## Your task
Copy, from the entries below, each line in which the string "italic" appears.

(Extracted data entries)
☆ ☆ ☆ ☆ ☆

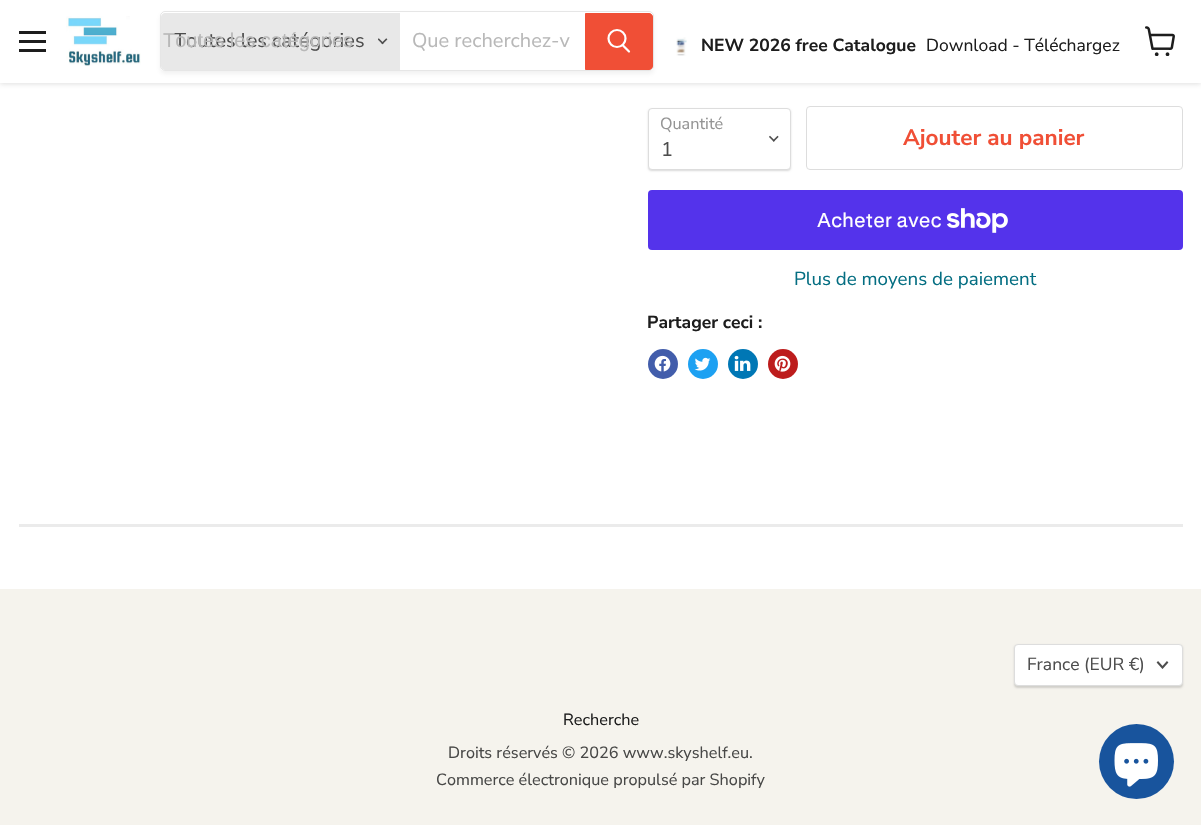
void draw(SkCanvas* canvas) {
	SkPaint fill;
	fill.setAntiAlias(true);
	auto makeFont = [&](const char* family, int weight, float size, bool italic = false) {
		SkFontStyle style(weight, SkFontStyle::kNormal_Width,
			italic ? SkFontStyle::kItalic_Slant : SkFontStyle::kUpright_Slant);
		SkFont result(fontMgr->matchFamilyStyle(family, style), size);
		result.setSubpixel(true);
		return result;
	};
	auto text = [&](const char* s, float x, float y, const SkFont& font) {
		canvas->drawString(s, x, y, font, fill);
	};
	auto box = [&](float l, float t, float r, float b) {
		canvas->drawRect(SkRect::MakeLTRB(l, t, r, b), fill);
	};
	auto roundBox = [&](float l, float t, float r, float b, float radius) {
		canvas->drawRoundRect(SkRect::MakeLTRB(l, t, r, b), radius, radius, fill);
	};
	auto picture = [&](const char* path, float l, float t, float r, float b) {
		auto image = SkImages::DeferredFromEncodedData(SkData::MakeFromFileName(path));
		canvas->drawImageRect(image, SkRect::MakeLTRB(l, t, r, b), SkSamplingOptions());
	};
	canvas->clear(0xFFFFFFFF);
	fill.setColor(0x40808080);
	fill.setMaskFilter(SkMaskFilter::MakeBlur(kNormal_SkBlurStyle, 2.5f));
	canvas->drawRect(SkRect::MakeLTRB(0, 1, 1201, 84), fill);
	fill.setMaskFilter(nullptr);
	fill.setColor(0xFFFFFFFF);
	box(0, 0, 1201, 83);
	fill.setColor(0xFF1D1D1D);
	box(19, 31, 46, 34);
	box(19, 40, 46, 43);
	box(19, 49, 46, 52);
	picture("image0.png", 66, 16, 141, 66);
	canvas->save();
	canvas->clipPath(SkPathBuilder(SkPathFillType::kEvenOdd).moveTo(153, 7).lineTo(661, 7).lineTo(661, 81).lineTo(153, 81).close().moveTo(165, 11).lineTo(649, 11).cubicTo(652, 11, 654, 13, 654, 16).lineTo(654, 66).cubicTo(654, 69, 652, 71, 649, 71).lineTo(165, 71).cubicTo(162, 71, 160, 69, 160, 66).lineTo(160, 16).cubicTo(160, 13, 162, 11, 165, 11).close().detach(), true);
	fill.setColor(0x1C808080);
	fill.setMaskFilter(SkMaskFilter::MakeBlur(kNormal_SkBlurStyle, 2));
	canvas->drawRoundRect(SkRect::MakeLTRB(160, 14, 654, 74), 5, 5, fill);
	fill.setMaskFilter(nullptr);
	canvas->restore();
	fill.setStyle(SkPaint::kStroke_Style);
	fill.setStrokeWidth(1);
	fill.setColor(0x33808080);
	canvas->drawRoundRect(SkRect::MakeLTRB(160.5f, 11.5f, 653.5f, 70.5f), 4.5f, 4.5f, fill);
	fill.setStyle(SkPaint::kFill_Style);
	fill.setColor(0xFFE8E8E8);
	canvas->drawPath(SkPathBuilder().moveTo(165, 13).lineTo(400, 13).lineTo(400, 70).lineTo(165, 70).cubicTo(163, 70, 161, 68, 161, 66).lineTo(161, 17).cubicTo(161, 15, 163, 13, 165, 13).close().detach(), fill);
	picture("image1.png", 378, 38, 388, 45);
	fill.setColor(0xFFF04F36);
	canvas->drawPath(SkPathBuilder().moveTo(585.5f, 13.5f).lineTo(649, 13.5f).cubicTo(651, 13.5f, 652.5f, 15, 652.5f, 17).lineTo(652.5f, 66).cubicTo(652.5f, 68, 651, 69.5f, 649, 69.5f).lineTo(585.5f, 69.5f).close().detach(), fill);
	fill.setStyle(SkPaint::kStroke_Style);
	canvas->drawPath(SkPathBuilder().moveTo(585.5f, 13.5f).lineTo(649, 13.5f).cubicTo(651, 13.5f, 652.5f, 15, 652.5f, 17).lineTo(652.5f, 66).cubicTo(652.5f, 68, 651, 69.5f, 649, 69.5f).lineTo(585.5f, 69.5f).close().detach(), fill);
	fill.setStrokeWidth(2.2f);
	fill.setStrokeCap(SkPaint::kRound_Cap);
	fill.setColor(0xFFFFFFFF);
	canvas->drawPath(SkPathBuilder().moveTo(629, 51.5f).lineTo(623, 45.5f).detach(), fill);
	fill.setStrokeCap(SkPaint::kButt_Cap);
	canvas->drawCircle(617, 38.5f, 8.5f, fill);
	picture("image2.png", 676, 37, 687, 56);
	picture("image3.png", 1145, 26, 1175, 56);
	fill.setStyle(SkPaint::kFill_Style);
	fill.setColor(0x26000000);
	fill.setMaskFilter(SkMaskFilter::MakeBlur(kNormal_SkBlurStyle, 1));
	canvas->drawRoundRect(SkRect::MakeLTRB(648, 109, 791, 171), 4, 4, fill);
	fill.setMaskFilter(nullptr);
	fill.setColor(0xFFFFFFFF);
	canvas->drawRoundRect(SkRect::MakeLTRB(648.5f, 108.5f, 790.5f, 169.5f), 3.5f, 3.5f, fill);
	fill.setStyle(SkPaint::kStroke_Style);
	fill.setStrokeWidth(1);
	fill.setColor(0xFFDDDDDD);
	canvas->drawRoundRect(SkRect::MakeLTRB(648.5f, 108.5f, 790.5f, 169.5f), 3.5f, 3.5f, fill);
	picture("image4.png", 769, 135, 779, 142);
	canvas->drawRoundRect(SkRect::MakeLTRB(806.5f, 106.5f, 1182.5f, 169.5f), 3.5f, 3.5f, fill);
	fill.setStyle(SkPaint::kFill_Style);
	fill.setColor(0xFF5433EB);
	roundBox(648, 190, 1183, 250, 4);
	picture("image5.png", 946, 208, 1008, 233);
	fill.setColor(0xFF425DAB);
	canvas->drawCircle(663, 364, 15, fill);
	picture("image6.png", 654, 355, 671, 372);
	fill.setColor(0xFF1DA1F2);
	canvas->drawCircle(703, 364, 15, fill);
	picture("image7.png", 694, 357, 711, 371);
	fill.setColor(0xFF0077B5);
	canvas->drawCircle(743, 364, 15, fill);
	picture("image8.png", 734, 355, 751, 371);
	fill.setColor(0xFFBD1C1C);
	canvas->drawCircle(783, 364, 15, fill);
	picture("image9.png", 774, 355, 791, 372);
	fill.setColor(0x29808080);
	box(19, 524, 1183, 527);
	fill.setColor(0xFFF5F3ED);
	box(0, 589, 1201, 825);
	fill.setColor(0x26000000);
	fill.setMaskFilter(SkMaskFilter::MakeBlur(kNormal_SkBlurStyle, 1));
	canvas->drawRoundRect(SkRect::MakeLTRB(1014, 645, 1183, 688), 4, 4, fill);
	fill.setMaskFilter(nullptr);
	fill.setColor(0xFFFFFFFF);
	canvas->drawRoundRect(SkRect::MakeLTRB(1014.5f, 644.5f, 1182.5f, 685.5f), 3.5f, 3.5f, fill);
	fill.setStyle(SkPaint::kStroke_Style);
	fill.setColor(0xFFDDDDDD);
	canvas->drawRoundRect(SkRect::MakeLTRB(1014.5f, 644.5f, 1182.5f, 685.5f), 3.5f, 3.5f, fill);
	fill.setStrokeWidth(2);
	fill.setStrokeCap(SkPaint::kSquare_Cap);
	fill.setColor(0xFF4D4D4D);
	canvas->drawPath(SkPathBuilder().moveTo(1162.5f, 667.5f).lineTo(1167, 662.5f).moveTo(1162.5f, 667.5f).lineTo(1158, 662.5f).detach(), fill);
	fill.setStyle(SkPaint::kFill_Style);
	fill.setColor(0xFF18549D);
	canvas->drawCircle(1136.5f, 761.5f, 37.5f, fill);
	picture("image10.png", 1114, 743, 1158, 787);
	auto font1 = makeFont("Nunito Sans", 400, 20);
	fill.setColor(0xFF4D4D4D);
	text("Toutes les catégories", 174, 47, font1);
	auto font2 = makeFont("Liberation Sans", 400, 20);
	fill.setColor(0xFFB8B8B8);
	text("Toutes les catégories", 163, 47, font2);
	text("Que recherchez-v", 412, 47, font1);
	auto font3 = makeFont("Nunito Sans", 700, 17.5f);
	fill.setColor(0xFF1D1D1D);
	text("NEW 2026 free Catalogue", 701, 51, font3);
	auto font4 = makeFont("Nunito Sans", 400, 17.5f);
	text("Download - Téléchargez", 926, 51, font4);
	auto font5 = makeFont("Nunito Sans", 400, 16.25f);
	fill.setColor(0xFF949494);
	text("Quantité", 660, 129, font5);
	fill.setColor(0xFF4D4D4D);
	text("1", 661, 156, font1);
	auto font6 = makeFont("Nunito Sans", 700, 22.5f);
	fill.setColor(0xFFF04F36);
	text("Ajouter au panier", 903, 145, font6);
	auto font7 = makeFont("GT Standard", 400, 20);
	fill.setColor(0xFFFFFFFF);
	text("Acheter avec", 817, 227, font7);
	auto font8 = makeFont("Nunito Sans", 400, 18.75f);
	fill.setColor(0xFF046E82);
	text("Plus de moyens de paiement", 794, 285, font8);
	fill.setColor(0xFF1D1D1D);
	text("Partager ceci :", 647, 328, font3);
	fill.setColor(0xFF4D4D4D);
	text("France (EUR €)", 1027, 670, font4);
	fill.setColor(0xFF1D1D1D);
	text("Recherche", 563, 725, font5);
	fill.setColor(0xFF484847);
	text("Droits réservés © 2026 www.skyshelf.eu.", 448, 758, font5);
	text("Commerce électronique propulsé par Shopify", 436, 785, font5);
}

☆ ☆ ☆ ☆ ☆

## Written solution
	auto makeFont = [&](const char* family, int weight, float size, bool italic = false) {
			italic ? SkFontStyle::kItalic_Slant : SkFontStyle::kUpright_Slant);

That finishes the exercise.